Claro: cada um de nós tem possibilidades limitadas de escolher seus destinos de viagem. Mesmo que coloquemos de lado situações extremas, ora estamos limitados pelos nossos recursos, ora por um visto a um país estrangeiro que pode ou não ser concedido, ora por um problema de saúde, ora por um imperativo do trabalho ou da família. São raros aqueles que podem, e conseguem, se desatrelar por completo de sua rigidez de árvore para virar a correnteza do rio, como nas duas categorias de Onfray.

Porém, ele nos consola ao sugerir que a viagem se relaciona de maneira íntima com o ideal socrático do conhecer-se, e que toda viagem é, em suma, não uma terapia, mas “uma ontologia, uma arte do ser, uma poética de si”. Nesse sentido, nenhum rio é inteiramente rio, assim como nenhuma árvore será somente árvore. E viajar é também retornar, é também o movimento descendente do regresso a Ítaca: à casa, noutras palavras.

Penso que, nesse sentido, o viajante de Michel Onfray, ainda que embarque em trens, aviões e ônibus, é em essência um viajante em sua vida, um “animal inquieto”, alguém disposto a disseminar-se em partidas e regressos que permitem um olhar de surpresa sempre renovada diante do mundo. “Não me convém a existência espetada à maneira de uma borboleta capturada no êxtase entomológico, nem a vida instável e agitada dos cotidianos sem destinação: entendo a viagem como um momento num movimento mais geral — não como um movimento por si só.”

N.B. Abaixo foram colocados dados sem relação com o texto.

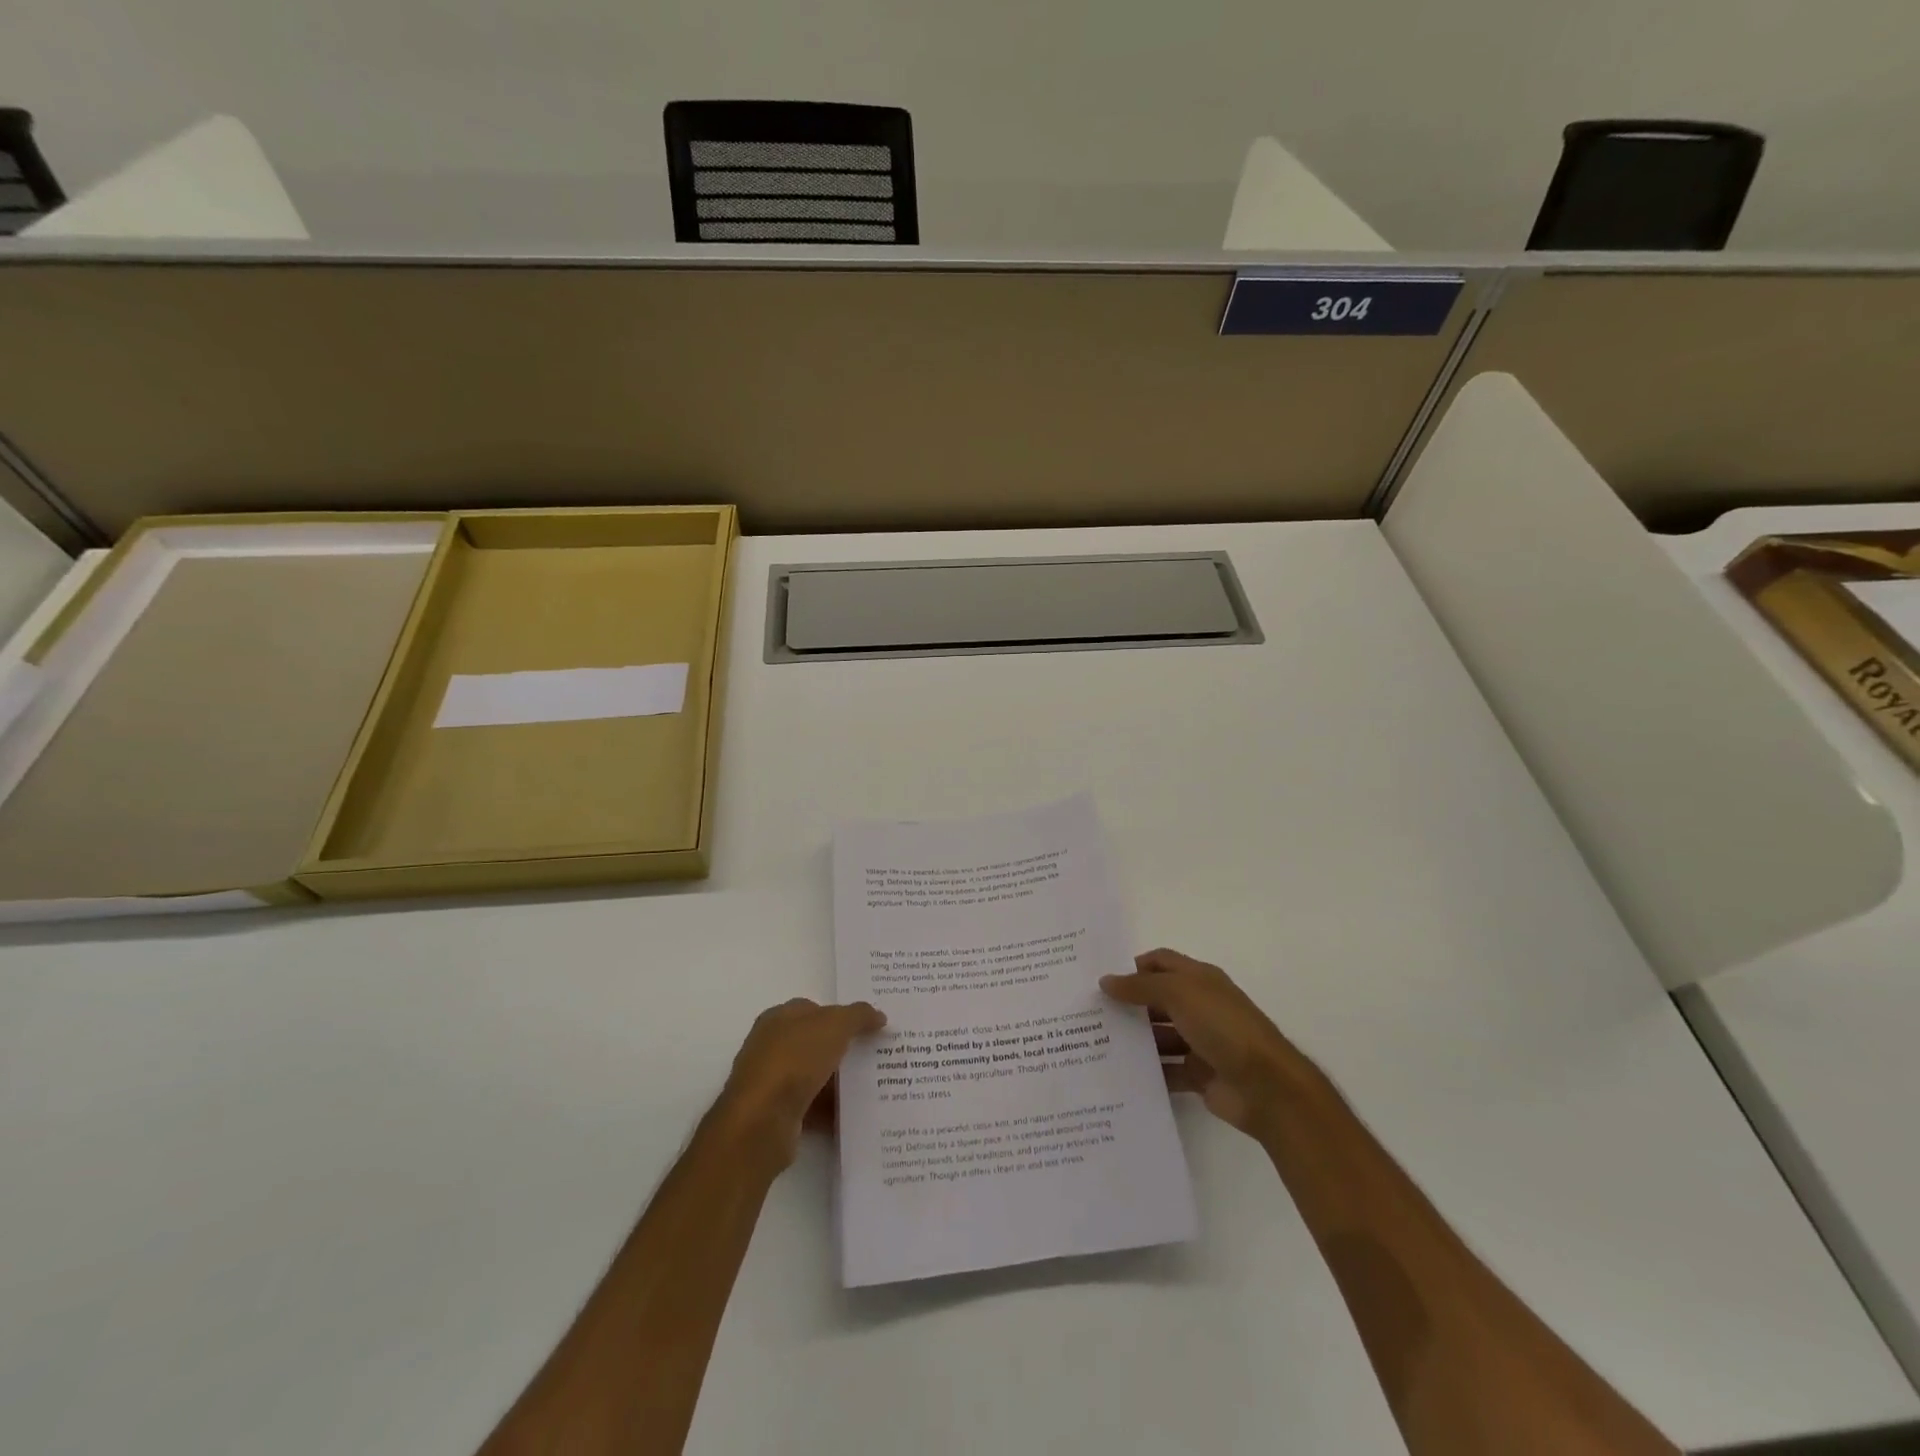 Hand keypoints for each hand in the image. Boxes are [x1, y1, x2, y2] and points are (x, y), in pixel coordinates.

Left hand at [711, 998, 885, 1168]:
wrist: (761, 1120)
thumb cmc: (795, 1059)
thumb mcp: (835, 1025)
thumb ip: (859, 1016)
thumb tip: (878, 1016)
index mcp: (778, 1018)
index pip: (814, 1009)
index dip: (841, 1015)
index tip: (869, 1026)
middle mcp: (771, 1046)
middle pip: (815, 1043)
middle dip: (843, 1049)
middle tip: (876, 1054)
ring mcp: (772, 1082)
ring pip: (814, 1076)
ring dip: (838, 1082)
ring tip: (873, 1085)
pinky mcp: (776, 1114)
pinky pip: (811, 1107)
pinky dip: (831, 1110)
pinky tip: (854, 1114)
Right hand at [1102, 948, 1319, 1139]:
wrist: (1267, 1087)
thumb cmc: (1223, 1027)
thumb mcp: (1179, 994)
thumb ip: (1141, 986)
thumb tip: (1106, 981)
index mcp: (1199, 980)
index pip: (1161, 962)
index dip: (1133, 966)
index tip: (1102, 980)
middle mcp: (1200, 1007)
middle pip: (1157, 1000)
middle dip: (1128, 1004)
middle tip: (1091, 1014)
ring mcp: (1201, 1042)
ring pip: (1160, 1036)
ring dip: (1135, 1040)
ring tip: (1097, 1045)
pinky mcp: (1200, 1075)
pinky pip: (1167, 1070)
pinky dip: (1148, 1072)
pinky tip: (1120, 1075) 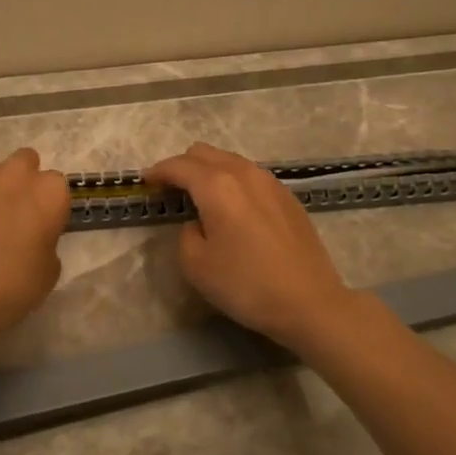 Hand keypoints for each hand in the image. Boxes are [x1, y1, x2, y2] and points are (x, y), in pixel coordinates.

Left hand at [0, 147, 70, 336]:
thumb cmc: (10, 285)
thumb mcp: (48, 273)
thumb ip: (46, 244)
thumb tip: (33, 239)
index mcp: (49, 192)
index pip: (57, 188)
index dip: (49, 208)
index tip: (41, 228)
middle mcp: (16, 173)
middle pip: (26, 163)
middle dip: (22, 182)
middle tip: (13, 215)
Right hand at [144, 143, 357, 348]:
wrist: (310, 302)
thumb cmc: (246, 284)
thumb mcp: (197, 266)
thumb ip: (186, 234)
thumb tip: (197, 223)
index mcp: (217, 185)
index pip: (179, 166)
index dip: (158, 172)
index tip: (145, 182)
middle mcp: (243, 173)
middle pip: (204, 153)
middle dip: (183, 166)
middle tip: (171, 190)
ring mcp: (270, 182)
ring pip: (230, 161)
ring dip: (210, 171)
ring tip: (201, 198)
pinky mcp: (288, 196)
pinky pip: (250, 176)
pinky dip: (233, 182)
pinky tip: (234, 208) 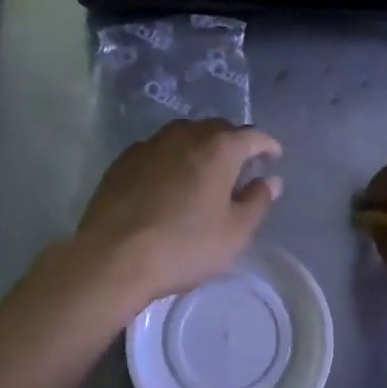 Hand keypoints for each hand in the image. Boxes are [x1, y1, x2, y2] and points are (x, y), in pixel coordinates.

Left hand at [71, 120, 283, 311]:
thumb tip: (270, 181)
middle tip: (240, 168)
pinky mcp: (123, 160)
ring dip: (200, 148)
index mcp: (219, 148)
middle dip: (233, 143)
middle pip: (217, 130)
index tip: (274, 158)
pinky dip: (171, 159)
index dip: (267, 146)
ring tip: (204, 172)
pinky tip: (168, 182)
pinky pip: (158, 151)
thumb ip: (257, 201)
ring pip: (184, 136)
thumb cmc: (184, 246)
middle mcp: (185, 135)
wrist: (112, 257)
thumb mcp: (235, 233)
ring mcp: (150, 144)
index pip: (252, 136) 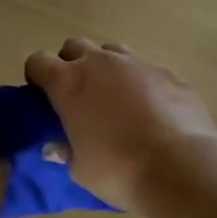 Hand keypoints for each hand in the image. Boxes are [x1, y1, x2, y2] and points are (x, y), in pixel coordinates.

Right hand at [23, 39, 216, 207]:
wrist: (179, 166)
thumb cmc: (118, 170)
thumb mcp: (80, 170)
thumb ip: (65, 152)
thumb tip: (54, 147)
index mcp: (69, 82)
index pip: (38, 61)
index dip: (37, 77)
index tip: (43, 97)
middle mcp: (101, 63)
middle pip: (75, 46)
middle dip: (71, 65)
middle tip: (78, 96)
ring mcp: (139, 64)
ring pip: (113, 52)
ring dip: (107, 69)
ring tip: (115, 100)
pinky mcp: (170, 73)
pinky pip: (147, 70)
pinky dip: (142, 84)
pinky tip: (151, 111) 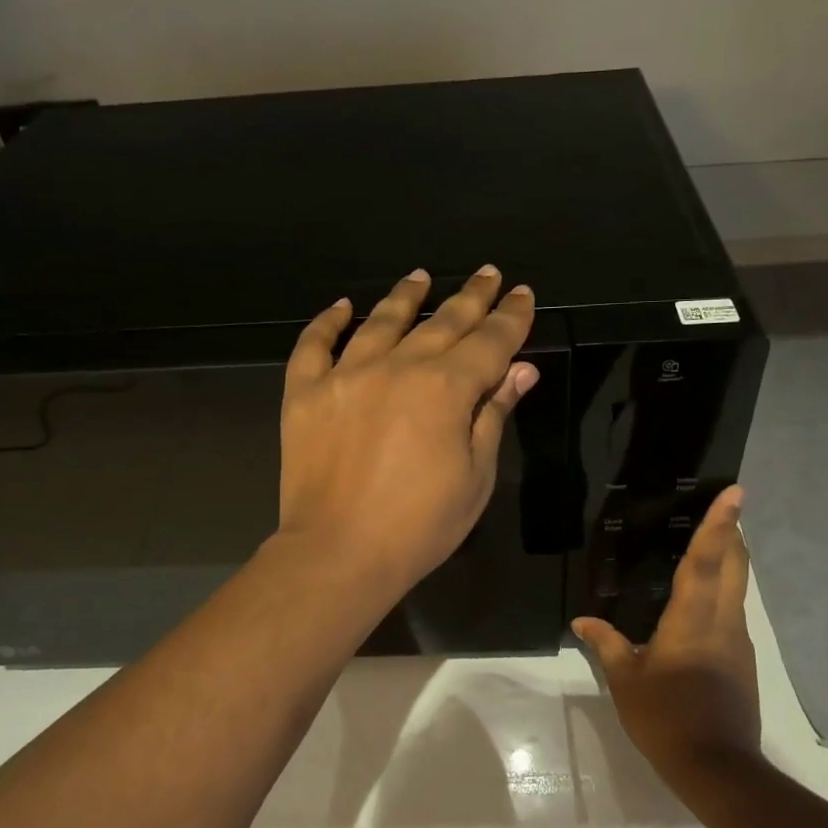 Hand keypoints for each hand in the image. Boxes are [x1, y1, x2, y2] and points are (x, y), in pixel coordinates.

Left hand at [278, 266, 538, 600]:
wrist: (338, 553)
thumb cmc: (420, 525)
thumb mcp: (475, 475)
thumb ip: (494, 414)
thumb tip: (521, 369)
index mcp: (447, 388)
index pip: (489, 341)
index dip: (510, 317)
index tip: (522, 294)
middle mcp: (398, 367)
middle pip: (443, 323)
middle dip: (471, 297)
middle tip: (488, 274)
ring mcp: (346, 375)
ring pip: (381, 322)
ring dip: (406, 297)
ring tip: (421, 276)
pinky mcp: (305, 393)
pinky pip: (314, 346)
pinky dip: (328, 322)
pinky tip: (342, 306)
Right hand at [573, 487, 760, 776]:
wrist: (718, 768)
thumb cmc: (666, 717)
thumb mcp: (627, 680)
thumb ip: (607, 644)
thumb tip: (582, 621)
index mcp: (693, 618)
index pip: (706, 560)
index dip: (719, 524)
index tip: (735, 493)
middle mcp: (723, 621)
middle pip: (734, 565)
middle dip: (732, 532)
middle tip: (728, 506)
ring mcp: (738, 641)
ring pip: (738, 587)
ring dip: (730, 560)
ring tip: (713, 543)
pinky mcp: (743, 660)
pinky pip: (733, 610)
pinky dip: (724, 590)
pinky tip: (704, 599) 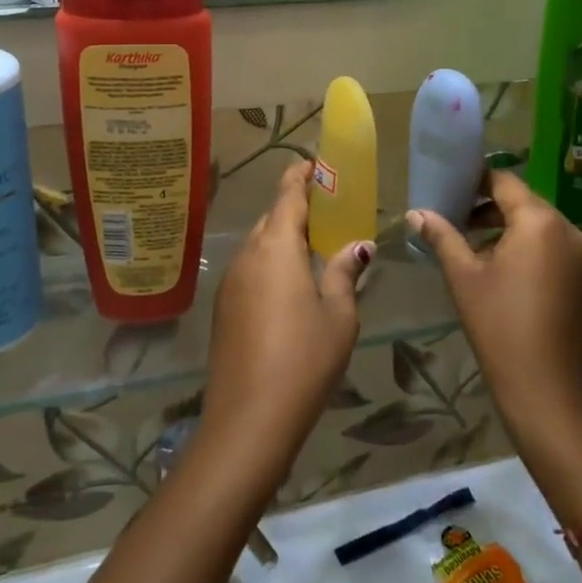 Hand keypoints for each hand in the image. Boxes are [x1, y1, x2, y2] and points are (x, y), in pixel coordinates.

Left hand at [200, 162, 370, 479]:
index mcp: (276, 247)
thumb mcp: (338, 314)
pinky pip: (250, 269)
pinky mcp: (223, 308)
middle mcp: (248, 255)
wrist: (249, 418)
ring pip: (258, 245)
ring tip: (312, 248)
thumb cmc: (304, 358)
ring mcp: (231, 282)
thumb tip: (358, 247)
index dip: (301, 177)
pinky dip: (270, 263)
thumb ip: (344, 273)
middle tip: (325, 211)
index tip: (314, 164)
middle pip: (271, 218)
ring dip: (282, 238)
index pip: (287, 195)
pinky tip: (289, 286)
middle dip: (294, 208)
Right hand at [409, 168, 581, 451]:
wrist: (548, 391)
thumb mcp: (464, 277)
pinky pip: (548, 245)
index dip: (474, 180)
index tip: (446, 186)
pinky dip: (522, 244)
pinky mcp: (581, 276)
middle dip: (485, 205)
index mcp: (539, 221)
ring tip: (465, 240)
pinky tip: (493, 264)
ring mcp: (579, 253)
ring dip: (502, 226)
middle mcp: (566, 228)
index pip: (504, 181)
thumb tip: (416, 213)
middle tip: (450, 215)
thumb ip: (442, 237)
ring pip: (535, 224)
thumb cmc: (500, 326)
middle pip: (521, 201) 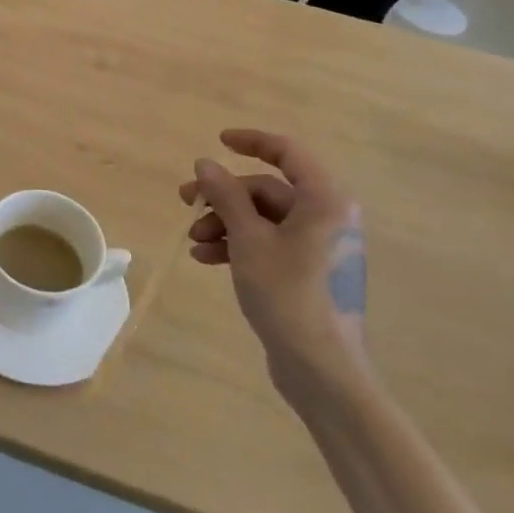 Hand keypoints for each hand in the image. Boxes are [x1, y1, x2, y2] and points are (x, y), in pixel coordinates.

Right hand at [179, 129, 367, 392]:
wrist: (322, 371)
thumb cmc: (288, 295)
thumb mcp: (248, 239)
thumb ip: (226, 195)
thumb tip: (205, 163)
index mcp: (325, 201)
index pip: (288, 153)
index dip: (252, 141)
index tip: (218, 142)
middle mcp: (327, 217)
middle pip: (267, 189)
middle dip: (224, 196)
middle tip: (185, 203)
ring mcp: (319, 247)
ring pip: (263, 218)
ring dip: (225, 223)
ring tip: (194, 241)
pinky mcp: (308, 273)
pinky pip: (268, 242)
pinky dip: (237, 244)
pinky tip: (207, 259) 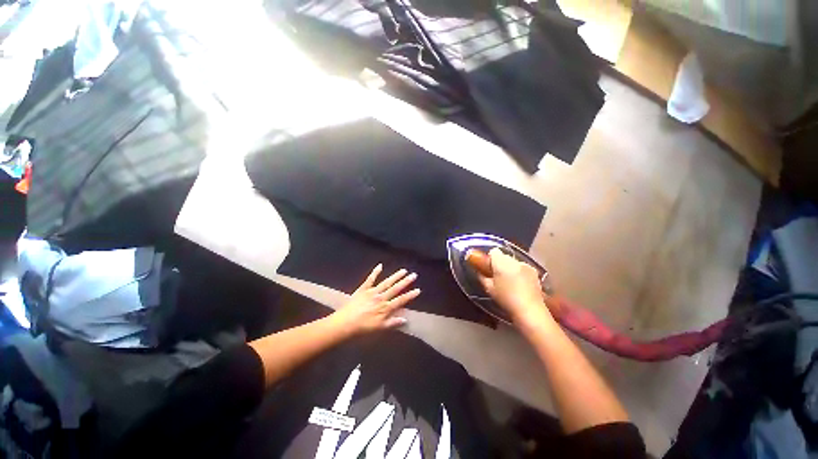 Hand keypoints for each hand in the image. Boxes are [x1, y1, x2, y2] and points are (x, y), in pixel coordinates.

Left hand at [333, 264, 419, 335]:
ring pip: (386, 282)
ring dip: (395, 276)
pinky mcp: (363, 289)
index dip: (410, 295)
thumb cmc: (363, 328)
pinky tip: (380, 265)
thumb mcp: (379, 328)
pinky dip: (375, 272)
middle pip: (395, 289)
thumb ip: (392, 323)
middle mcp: (381, 298)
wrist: (345, 323)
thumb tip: (405, 319)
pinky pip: (370, 279)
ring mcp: (372, 292)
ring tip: (403, 270)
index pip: (401, 300)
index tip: (418, 290)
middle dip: (406, 282)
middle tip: (414, 275)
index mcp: (385, 308)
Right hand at [478, 248, 551, 325]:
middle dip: (500, 264)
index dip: (490, 259)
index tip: (488, 269)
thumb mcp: (488, 288)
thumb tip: (480, 272)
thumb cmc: (505, 299)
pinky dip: (520, 273)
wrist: (530, 310)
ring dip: (510, 268)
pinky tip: (519, 286)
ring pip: (514, 262)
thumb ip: (482, 276)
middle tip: (497, 277)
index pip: (493, 251)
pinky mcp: (535, 273)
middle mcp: (515, 260)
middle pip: (504, 257)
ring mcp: (527, 266)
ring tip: (509, 283)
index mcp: (501, 262)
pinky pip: (523, 268) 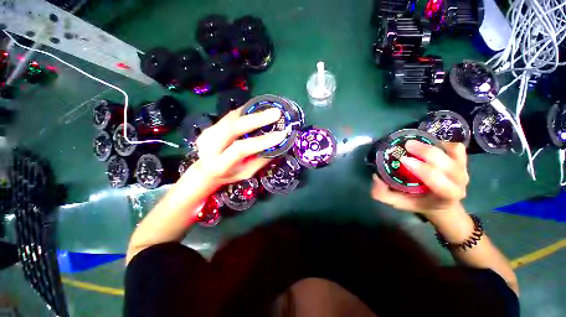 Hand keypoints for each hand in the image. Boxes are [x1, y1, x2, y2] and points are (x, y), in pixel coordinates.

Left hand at [189, 107, 286, 185]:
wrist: (205, 170)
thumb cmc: (229, 175)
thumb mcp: (246, 173)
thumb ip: (260, 160)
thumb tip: (277, 145)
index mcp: (220, 164)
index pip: (241, 149)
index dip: (262, 141)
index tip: (281, 134)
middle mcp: (209, 146)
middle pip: (233, 127)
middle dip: (257, 119)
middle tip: (276, 113)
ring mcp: (207, 133)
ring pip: (232, 118)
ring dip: (253, 113)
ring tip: (269, 110)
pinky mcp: (210, 126)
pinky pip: (231, 115)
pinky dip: (246, 112)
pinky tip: (257, 110)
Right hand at [371, 140, 468, 215]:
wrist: (441, 205)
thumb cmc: (418, 203)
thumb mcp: (397, 202)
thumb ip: (382, 193)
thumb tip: (376, 176)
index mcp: (445, 195)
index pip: (437, 180)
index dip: (421, 168)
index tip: (402, 159)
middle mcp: (459, 182)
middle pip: (446, 163)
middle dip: (426, 152)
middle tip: (406, 145)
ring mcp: (464, 170)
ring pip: (452, 152)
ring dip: (432, 145)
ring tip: (414, 144)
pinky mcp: (463, 161)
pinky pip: (456, 147)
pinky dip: (442, 142)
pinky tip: (427, 144)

Assim, viajar é um deslocamento, um afastamento da zona de conforto, mas também uma reaproximação de nossa própria subjetividade: “o que posso aprender e descobrir a meu respeito se mudo de lugares habituais e modifico minhas referências? O que resta da minha identidade quando são suprimidos vínculos sociais, comunitários, tribais, quando me vejo sozinho, ou quase, num ambiente hostil ou pelo menos inquietante, perturbador, angustiante? O que subsiste do meu ser quando se subtraem os apêndices gregários? O que será do núcleo duro da minha personalidade diante de um real sem rituais ou conjurações constituídas?”

Da minha viagem à grande cidade (todas elas se parecem cada vez mais, diz Onfray), trouxe de volta Teoria da viagem, esse manual sobre como não se deixar espetar, feito uma borboleta, na superfície imóvel do entomólogo. É uma sugestão de reconquista do movimento — atentando, inclusive, para não regressar compulsivamente aos lugares já visitados, num sedentarismo nômade. E é também uma dica sobre o que trazer de volta. Nada de fotos e filmes em histérica abundância. Nada de excesso de vestígios. Somente alguns sinais deveriam restar de uma viagem. “Na verdade, não mais que os pontos cardeais necessários à orientação.”

Algumas fotos — não muitas, penso. Um poema. Um livro-talismã como esse, pescado por alguém de olhos atentos em meio ao caos do fim do ano, numa livraria qualquer.

Adriana Lisboa

Nasceu em 1970 no Rio de Janeiro (RJ) e atualmente vive nos Estados Unidos. Entre romances, contos, livros infantis e infanto-juvenis, possui mais de dez títulos publicados. Possui três títulos em poesia: Parte da paisagem (2014), Pequena música (2018 — Menção honrosa no prêmio Casa de las Américas) e Deriva (2019).